Given data Block Start
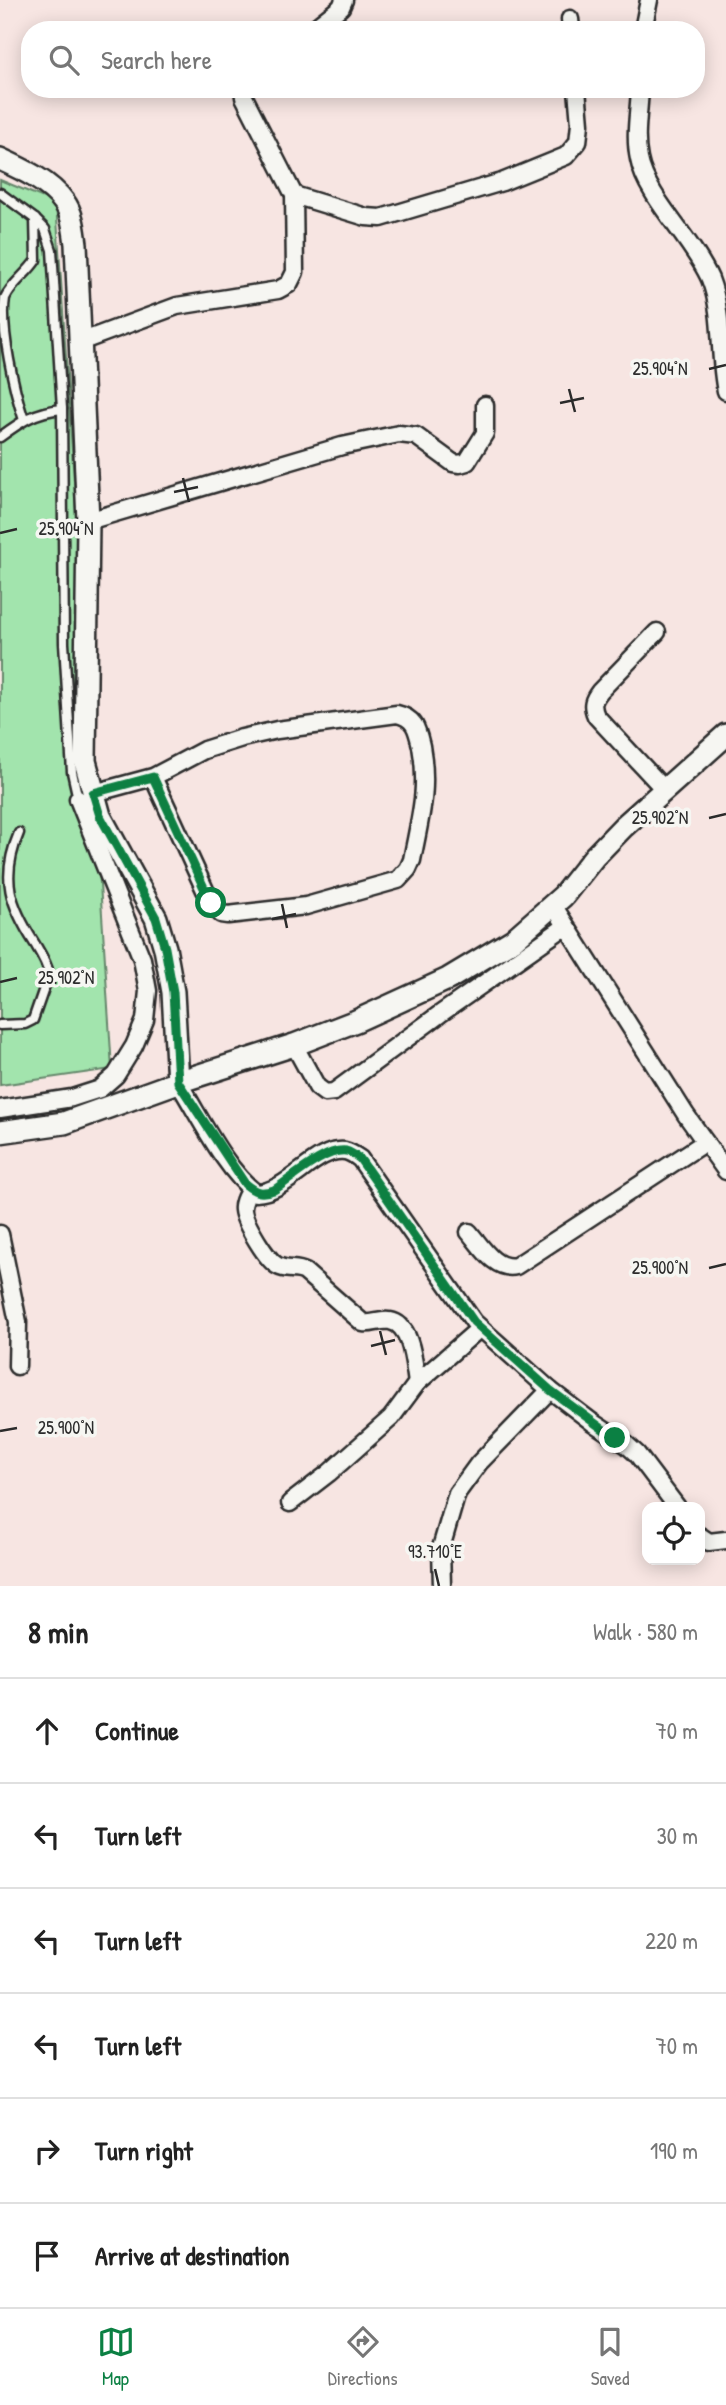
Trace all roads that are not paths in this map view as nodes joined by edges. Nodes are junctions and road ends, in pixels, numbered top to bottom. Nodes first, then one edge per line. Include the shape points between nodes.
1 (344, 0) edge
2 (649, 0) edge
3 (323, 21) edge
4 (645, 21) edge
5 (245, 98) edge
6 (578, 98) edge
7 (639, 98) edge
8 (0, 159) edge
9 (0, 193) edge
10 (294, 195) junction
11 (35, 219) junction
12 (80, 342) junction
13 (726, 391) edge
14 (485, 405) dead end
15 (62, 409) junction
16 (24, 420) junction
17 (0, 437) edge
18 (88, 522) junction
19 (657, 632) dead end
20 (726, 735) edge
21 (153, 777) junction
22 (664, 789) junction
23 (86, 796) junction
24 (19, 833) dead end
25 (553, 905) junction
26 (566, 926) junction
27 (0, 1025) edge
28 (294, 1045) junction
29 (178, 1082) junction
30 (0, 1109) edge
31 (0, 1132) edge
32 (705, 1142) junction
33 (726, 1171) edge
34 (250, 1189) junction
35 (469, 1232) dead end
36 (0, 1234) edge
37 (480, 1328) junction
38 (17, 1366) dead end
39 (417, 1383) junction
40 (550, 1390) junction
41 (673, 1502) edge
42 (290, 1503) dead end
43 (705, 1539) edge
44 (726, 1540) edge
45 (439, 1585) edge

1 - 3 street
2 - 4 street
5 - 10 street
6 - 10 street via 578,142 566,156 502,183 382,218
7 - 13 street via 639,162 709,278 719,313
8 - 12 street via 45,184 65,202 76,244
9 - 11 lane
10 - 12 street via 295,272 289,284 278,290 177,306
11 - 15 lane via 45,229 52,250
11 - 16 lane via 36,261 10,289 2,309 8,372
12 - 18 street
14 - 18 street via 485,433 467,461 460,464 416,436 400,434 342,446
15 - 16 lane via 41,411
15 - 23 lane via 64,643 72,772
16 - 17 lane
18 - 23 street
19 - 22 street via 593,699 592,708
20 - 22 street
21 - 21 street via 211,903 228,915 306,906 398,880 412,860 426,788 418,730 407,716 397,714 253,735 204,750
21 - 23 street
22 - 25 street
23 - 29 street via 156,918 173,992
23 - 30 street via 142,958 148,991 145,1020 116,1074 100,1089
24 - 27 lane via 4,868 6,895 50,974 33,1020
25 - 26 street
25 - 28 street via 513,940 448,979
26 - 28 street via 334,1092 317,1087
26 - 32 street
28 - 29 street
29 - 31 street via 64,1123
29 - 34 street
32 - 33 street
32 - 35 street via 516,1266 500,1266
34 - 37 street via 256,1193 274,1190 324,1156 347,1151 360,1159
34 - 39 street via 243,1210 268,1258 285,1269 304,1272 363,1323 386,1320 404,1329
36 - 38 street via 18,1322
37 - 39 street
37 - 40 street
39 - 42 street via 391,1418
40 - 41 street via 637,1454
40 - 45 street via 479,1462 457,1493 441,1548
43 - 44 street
Given data Block End
Exercise directions: Check each line of the listing above for the string "lane", then report only how many lines have it.

Reply to the task: 7